— Task description —
The records that follow must all be duplicated exactly.

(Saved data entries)
--- START ---

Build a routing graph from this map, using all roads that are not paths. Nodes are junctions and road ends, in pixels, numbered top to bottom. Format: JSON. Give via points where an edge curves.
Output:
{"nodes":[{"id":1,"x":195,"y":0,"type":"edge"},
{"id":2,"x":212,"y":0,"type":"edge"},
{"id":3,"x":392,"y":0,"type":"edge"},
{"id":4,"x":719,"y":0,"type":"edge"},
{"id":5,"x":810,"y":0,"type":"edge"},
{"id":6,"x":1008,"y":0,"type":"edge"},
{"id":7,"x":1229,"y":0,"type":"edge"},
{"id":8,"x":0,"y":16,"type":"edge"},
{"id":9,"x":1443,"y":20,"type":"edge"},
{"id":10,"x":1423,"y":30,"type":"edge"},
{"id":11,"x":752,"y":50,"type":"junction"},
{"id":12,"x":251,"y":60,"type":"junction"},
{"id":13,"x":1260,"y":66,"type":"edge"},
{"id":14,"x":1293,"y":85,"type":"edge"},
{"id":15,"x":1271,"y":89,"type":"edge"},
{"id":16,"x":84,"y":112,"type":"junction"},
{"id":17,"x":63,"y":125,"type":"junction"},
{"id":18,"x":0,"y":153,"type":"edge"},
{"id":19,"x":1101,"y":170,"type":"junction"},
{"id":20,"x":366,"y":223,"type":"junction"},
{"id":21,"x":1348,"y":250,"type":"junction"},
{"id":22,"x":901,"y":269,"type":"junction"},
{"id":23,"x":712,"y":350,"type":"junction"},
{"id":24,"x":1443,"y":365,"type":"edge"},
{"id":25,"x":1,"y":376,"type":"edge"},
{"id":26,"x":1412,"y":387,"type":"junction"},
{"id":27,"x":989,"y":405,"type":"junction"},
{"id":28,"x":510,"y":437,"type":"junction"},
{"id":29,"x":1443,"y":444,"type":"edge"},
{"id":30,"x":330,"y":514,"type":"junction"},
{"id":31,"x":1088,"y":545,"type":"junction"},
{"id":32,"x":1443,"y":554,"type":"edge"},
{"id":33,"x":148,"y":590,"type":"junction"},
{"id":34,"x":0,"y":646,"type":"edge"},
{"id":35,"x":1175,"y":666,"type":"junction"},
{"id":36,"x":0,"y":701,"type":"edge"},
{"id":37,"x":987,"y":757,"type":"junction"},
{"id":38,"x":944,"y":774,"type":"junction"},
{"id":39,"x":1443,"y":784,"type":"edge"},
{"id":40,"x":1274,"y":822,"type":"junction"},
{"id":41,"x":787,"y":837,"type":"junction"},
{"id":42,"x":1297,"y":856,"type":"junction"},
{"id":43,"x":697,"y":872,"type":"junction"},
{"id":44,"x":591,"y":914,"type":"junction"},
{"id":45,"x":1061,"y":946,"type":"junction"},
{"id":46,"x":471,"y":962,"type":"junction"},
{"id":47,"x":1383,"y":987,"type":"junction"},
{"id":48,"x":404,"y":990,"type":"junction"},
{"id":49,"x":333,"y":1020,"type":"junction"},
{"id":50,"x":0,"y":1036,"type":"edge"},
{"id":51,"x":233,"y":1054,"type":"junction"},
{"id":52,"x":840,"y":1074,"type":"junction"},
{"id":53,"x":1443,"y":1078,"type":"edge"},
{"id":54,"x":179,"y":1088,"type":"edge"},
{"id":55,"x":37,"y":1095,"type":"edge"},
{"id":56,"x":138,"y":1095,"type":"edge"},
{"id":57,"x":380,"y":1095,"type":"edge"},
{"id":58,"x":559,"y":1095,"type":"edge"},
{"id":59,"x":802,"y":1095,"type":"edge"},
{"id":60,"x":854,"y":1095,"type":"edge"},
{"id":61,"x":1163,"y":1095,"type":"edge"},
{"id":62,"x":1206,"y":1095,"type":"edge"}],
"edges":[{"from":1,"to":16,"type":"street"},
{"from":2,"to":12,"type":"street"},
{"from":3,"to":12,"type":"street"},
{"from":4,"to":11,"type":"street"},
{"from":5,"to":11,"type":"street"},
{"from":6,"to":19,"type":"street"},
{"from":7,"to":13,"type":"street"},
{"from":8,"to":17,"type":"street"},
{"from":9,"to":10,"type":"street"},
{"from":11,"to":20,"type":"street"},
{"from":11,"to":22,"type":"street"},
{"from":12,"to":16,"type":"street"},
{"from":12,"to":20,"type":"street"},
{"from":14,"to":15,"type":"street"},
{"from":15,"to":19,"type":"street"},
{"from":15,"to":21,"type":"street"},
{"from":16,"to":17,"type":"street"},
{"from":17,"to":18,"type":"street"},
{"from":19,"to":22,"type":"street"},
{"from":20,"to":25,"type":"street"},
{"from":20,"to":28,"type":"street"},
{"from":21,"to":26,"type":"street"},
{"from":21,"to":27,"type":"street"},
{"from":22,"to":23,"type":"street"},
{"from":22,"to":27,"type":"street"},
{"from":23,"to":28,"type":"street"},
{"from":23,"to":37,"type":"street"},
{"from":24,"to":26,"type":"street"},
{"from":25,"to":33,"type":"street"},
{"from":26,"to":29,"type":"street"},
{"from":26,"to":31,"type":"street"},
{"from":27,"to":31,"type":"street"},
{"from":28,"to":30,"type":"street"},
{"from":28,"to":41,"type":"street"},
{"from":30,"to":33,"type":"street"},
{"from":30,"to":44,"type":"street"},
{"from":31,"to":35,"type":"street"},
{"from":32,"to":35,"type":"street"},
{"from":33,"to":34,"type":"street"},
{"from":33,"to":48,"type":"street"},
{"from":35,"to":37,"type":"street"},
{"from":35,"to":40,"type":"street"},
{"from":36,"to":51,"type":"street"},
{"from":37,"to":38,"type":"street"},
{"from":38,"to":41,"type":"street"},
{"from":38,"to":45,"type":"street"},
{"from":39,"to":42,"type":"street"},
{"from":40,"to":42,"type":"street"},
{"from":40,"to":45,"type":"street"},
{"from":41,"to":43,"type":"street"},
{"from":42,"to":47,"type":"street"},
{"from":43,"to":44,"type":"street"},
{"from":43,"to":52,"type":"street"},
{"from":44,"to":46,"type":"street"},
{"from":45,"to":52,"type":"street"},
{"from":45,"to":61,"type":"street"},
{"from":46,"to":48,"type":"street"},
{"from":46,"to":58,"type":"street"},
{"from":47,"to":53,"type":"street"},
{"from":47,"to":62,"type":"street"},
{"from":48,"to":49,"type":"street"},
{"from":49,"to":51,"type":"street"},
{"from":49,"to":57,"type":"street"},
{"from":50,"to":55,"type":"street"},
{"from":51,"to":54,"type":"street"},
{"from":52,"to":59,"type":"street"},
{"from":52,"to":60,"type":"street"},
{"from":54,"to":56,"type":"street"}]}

--- END ---

— Answer for this exercise —
Build a routing graph from this map, using all roads that are not paths. Nodes are junctions and road ends, in pixels, numbered top to bottom. Format: JSON. Give via points where an edge curves.
Output:
{"nodes":[{"id":1,"x":195,"y":0,"type":"edge"},
{"id":2,"x":212,"y":0,"type":"edge"},
{"id":3,"x":392,"y":0,"type":"edge"},
{"id":4,"x":719,"y":0,"type":"edge"},
{"id":5,"x":810,"y":0,"type":"edge"},
{"id":6,"x":1008,"y":0,"type":"edge"},
{"id":7,"x":1229,"y":0,"type":"edge"},
{"id":8,"x":0,"y":16,"type":"edge"},
{"id":9,"x":1443,"y":20,"type":"edge"},
{"id":10,"x":1423,"y":30,"type":"edge"},
{"id":11,"x":752,"y":50,"type":"junction"},
{"id":12,"x":251,"y":60,"type":"junction"},
{"id":13,"x":1260,"y":66,"type":"edge"},
{"id":14,"x":1293,"y":85,"type":"edge"},
{"id":15,"x":1271,"y":89,"type":"edge"},
{"id":16,"x":84,"y":112,"type":"junction"},
{"id":17,"x":63,"y":125,"type":"junction"},
{"id":18,"x":0,"y":153,"type":"edge"},
{"id":19,"x":1101,"y":170,"type":"junction"},
{"id":20,"x":366,"y":223,"type":"junction"},
{"id":21,"x":1348,"y":250,"type":"junction"},
{"id":22,"x":901,"y":269,"type":"junction"},
{"id":23,"x":712,"y":350,"type":"junction"},
{"id":24,"x":1443,"y":365,"type":"edge"},
{"id":25,"x":1,"y":376,"type":"edge"},
{"id":26,"x":1412,"y":387,"type":"junction"},
{"id":27,"x":989,"y":405,"type":"junction"},
{"id":28,"x":510,"y":437,"type":"junction"},
{"id":29,"x":1443,"y":444,"type":"edge"},
{"id":30,"x":330,"y":514,"type":"junction"},
{"id":31,"x":1088,"y":545,"type":"junction"},
{"id":32,"x":1443,"y":554,"type":"edge"},
{"id":33,"x":148,"y":590,"type":"junction"},
{"id":34,"x":0,"y":646,"type":"edge"},
{"id":35,"x":1175,"y":666,"type":"junction"},
{"id":36,"x":0,"y":701,"type":"edge"},
{"id":37,"x":987,"y":757,"type":"junction"},
{"id":38,"x":944,"y":774,"type":"junction"},
{"id":39,"x":1443,"y":784,"type":"edge"},
{"id":40,"x":1274,"y":822,"type":"junction"},
{"id":41,"x":787,"y":837,"type":"junction"},
{"id":42,"x":1297,"y":856,"type":"junction"},
{"id":43,"x":697,"y":872,"type":"junction"},
{"id":44,"x":591,"y":914,"type":"junction"},
{"id":45,"x":1061,"y":946,"type":"junction"},
{"id":46,"x":471,"y":962,"type":"junction"},
{"id":47,"x":1383,"y":987,"type":"junction"},
{"id":48,"x":404,"y":990,"type":"junction"},
{"id":49,"x":333,"y":1020,"type":"junction"},
{"id":50,"x":0,"y":1036,"type":"edge"},
{"id":51,"x":233,"y":1054,"type":"junction"},
{"id":52,"x":840,"y":1074,"type":"junction"},
{"id":53,"x":1443,"y":1078,"type":"edge"},
{"id":54,"x":179,"y":1088,"type":"edge"},
{"id":55,"x":37,"y":1095,"type":"edge"},
{"id":56,"x":138,"y":1095,"type":"edge"},
{"id":57,"x":380,"y":1095,"type":"edge"},
{"id":58,"x":559,"y":1095,"type":"edge"},
{"id":59,"x":802,"y":1095,"type":"edge"},
{"id":60,"x":854,"y":1095,"type":"edge"},
{"id":61,"x":1163,"y":1095,"type":"edge"},
{"id":62,"x":1206,"y":1095,"type":"edge"}],
"edges":[{"from":1,"to":16,"type":"street"},
{"from":2,"to":12,"type":"street"},
{"from":3,"to":12,"type":"street"},
{"from":4,"to":11,"type":"street"},
{"from":5,"to":11,"type":"street"},
{"from":6,"to":19,"type":"street"},
{"from":7,"to":13,"type":"street"},
{"from":8,"to":17,"type":"street"},
{"from":9,"to":10,"type":"street"},
{"from":11,"to":20,"type":"street"},
{"from":11,"to":22,"type":"street"},
{"from":12,"to":16,"type":"street"},
{"from":12,"to":20,"type":"street"},
{"from":14,"to":15,"type":"street"},
{"from":15,"to":19,"type":"street"},
{"from":15,"to":21,"type":"street"},
{"from":16,"to":17,"type":"street"},
{"from":17,"to":18,"type":"street"},
{"from":19,"to":22,"type":"street"},
{"from":20,"to":25,"type":"street"},
{"from":20,"to":28,"type":"street"},
{"from":21,"to":26,"type":"street"},
{"from":21,"to":27,"type":"street"},
{"from":22,"to":23,"type":"street"},
{"from":22,"to":27,"type":"street"},
{"from":23,"to":28,"type":"street"},
{"from":23,"to":37,"type":"street"},
{"from":24,"to":26,"type":"street"},
{"from":25,"to":33,"type":"street"},
{"from":26,"to":29,"type":"street"},
{"from":26,"to":31,"type":"street"},
{"from":27,"to":31,"type":"street"},
{"from":28,"to":30,"type":"street"},
{"from":28,"to":41,"type":"street"},
{"from":30,"to":33,"type":"street"},
{"from":30,"to":44,"type":"street"},
{"from":31,"to":35,"type":"street"},
{"from":32,"to":35,"type":"street"},
{"from":33,"to":34,"type":"street"},
{"from":33,"to":48,"type":"street"},
{"from":35,"to":37,"type":"street"},
{"from":35,"to":40,"type":"street"},
{"from":36,"to":51,"type":"street"},
{"from":37,"to":38,"type":"street"},
{"from":38,"to":41,"type":"street"},
{"from":38,"to":45,"type":"street"},
{"from":39,"to":42,"type":"street"},
{"from":40,"to":42,"type":"street"},
{"from":40,"to":45,"type":"street"},
{"from":41,"to":43,"type":"street"},
{"from":42,"to":47,"type":"street"},
{"from":43,"to":44,"type":"street"},
{"from":43,"to":52,"type":"street"},
{"from":44,"to":46,"type":"street"},
{"from":45,"to":52,"type":"street"},
{"from":45,"to":61,"type":"street"},
{"from":46,"to":48,"type":"street"},
{"from":46,"to":58,"type":"street"},
{"from":47,"to":53,"type":"street"},
{"from":47,"to":62,"type":"street"},
{"from":48,"to":49,"type":"street"},
{"from":49,"to":51,"type":"street"},
{"from":49,"to":57,"type":"street"},
{"from":50,"to":55,"type":"street"},
{"from":51,"to":54,"type":"street"},
{"from":52,"to":59,"type":"street"},
{"from":52,"to":60,"type":"street"},
{"from":54,"to":56,"type":"street"}]}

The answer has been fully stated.